_Exercise input:_
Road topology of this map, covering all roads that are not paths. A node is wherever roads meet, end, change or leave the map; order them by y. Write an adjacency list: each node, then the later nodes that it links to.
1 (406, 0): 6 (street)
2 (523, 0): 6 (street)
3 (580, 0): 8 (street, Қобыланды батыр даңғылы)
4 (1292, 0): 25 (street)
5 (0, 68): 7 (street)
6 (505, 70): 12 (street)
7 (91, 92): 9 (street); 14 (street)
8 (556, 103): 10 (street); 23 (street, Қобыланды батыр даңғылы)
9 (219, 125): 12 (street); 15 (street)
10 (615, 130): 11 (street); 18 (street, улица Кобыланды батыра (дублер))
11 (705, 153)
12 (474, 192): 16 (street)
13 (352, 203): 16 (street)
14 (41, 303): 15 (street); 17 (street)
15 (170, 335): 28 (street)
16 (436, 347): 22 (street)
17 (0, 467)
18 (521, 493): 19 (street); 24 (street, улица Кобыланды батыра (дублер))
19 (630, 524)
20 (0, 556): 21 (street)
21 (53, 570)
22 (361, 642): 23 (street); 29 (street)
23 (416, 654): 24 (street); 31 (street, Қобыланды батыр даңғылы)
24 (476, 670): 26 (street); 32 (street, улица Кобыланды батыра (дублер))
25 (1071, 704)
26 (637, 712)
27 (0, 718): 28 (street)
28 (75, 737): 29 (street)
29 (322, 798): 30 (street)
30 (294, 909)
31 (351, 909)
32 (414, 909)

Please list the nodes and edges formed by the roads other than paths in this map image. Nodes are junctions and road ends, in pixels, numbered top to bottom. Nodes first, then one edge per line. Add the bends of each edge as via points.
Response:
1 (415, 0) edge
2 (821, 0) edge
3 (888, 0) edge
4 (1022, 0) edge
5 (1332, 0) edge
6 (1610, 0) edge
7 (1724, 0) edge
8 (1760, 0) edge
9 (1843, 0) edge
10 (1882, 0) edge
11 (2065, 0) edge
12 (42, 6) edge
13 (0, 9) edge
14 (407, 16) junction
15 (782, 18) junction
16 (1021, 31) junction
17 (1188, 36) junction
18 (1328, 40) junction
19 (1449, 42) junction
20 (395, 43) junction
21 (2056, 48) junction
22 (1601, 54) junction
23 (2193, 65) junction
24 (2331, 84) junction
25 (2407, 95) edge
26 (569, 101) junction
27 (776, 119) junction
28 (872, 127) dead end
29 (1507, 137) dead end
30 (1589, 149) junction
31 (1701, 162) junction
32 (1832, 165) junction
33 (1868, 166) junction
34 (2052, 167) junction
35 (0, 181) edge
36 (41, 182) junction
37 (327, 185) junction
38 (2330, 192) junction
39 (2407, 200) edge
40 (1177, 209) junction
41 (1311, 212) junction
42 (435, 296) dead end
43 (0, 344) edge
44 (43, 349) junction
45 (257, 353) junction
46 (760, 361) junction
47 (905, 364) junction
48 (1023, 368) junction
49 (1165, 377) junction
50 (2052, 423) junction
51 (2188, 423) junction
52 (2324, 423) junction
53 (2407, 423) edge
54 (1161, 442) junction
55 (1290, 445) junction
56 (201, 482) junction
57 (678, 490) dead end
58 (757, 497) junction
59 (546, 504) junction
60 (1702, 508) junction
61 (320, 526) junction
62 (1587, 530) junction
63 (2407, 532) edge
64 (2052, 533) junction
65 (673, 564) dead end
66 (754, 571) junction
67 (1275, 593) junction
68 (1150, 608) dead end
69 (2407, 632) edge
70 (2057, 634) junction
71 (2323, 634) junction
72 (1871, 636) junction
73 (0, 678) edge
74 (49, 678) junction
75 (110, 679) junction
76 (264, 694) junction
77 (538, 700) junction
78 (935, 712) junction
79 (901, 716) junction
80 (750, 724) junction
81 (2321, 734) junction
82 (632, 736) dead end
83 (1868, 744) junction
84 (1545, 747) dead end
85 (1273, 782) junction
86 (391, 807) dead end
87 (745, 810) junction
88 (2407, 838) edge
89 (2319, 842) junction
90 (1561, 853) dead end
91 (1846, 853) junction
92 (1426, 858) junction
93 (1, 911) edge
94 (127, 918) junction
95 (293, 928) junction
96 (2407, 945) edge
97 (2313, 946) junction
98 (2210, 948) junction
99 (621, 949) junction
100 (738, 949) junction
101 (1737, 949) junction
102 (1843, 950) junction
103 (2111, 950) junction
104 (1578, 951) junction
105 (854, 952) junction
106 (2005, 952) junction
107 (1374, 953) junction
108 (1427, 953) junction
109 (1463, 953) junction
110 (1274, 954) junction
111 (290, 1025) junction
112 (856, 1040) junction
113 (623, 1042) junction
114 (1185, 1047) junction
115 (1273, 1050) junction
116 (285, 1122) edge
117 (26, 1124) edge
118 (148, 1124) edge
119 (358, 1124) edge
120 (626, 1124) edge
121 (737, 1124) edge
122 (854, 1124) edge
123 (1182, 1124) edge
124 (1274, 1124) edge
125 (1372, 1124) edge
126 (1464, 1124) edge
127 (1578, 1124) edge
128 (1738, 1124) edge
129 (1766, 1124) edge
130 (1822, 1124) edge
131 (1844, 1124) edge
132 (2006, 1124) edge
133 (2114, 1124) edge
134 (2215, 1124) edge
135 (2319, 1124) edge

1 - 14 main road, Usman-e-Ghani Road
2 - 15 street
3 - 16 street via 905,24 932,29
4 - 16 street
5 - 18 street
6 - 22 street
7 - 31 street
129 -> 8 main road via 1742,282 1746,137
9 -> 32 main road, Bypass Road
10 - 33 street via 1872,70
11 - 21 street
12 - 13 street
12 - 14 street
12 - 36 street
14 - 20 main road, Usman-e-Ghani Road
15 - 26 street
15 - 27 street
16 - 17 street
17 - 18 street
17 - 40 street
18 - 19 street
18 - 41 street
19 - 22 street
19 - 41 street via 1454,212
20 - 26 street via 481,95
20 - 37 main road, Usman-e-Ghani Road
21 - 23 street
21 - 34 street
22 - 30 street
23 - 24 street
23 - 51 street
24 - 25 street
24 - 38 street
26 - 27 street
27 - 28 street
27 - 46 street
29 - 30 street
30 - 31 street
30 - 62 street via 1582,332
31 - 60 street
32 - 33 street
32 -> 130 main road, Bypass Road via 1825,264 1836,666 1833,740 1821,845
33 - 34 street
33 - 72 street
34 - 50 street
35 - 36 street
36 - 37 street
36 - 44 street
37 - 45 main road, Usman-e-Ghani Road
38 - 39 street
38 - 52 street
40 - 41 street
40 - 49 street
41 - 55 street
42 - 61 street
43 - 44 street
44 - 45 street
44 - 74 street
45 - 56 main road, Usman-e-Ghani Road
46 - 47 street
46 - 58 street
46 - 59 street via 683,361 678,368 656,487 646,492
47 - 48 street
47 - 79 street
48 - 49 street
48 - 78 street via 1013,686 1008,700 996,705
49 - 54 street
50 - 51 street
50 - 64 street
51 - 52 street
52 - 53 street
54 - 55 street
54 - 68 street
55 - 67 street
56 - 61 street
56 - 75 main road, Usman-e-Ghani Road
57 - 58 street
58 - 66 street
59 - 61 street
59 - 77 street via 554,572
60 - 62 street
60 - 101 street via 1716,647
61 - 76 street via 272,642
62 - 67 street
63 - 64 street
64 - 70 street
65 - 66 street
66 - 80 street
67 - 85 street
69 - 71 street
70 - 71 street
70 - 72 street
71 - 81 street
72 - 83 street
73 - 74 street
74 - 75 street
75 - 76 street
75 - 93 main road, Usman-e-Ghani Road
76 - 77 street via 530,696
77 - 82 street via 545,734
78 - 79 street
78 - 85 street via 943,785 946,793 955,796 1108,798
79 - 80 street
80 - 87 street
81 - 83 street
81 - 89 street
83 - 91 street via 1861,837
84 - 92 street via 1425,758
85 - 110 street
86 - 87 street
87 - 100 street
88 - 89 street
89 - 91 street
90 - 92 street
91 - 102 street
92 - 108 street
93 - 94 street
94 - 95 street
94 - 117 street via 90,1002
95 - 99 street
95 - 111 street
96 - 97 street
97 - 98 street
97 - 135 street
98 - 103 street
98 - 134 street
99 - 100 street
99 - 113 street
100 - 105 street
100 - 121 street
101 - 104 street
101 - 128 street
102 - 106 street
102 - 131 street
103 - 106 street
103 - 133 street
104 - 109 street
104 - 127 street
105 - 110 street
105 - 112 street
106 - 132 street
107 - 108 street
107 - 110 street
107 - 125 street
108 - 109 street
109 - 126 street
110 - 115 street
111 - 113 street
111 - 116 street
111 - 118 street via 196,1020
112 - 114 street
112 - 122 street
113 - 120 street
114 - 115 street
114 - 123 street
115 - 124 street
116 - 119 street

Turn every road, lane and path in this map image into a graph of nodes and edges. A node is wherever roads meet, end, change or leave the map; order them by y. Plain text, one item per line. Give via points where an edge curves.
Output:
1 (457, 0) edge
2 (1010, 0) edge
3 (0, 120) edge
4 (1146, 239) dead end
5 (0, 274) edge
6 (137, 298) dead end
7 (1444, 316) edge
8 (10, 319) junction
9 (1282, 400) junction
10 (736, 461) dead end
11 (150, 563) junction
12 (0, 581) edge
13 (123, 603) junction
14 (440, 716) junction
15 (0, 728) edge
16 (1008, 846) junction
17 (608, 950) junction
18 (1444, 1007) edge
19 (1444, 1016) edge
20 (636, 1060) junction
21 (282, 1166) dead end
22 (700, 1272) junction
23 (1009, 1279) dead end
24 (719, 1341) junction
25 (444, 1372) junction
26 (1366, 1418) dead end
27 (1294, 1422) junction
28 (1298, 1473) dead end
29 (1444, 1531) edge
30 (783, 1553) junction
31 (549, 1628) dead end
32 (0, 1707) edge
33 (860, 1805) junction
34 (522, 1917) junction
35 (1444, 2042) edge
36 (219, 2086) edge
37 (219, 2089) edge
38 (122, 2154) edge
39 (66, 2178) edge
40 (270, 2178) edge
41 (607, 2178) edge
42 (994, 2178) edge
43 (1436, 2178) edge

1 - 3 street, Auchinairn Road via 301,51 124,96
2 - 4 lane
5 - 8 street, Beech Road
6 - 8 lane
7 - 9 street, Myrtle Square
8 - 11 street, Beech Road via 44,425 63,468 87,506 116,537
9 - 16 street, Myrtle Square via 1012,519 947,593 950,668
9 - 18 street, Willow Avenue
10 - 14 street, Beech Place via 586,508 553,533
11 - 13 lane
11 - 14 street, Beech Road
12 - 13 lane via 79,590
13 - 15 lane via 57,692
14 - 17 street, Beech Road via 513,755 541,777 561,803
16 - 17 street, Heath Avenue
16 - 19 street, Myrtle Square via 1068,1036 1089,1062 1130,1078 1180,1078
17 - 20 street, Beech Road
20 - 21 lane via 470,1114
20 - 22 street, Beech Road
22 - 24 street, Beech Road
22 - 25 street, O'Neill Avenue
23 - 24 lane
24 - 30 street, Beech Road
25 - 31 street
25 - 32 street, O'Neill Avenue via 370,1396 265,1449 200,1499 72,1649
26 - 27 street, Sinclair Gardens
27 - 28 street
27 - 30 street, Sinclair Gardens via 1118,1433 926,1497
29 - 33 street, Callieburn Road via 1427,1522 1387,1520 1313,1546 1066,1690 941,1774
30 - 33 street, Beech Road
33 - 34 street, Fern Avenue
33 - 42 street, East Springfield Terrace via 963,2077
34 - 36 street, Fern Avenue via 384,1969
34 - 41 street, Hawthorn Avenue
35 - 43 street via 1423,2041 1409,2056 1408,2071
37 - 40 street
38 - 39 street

_Activity:_
Using only the data above, copy out the lines that include the word "батыра".

_Response to the exercise:_
10 (615, 130): 11 (street); 18 (street, улица Кобыланды батыра (дублер))
18 (521, 493): 19 (street); 24 (street, улица Кобыланды батыра (дублер))
24 (476, 670): 26 (street); 32 (street, улица Кобыланды батыра (дублер))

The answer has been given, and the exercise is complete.